TO DO: The complete listing should be restated exactly.

DATASET EXCERPT:
Segment Open

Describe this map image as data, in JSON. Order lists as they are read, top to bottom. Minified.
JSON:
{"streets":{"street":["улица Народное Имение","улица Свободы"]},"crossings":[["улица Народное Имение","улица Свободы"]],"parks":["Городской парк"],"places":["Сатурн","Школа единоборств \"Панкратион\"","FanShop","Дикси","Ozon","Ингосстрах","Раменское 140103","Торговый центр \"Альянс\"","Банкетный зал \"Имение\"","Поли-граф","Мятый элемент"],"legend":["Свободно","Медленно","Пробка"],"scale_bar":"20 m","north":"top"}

Segment Closed

WRITTEN RESPONSE:
Describe this map image as data, in JSON. Order lists as they are read, top to bottom. Minified.
JSON:
{"streets":{"street":["улица Народное Имение","улица Свободы"]},"crossings":[["улица Народное Имение","улица Свободы"]],"parks":["Городской парк"],"places":["Сатурн","Школа единоборств \"Панкратион\"","FanShop","Дикси","Ozon","Ингосстрах","Раменское 140103","Торговый центр \"Альянс\"","Банкетный зал \"Имение\"","Поли-граф","Мятый элемент"],"legend":["Свободно","Медленно","Пробка"],"scale_bar":"20 m","north":"top"}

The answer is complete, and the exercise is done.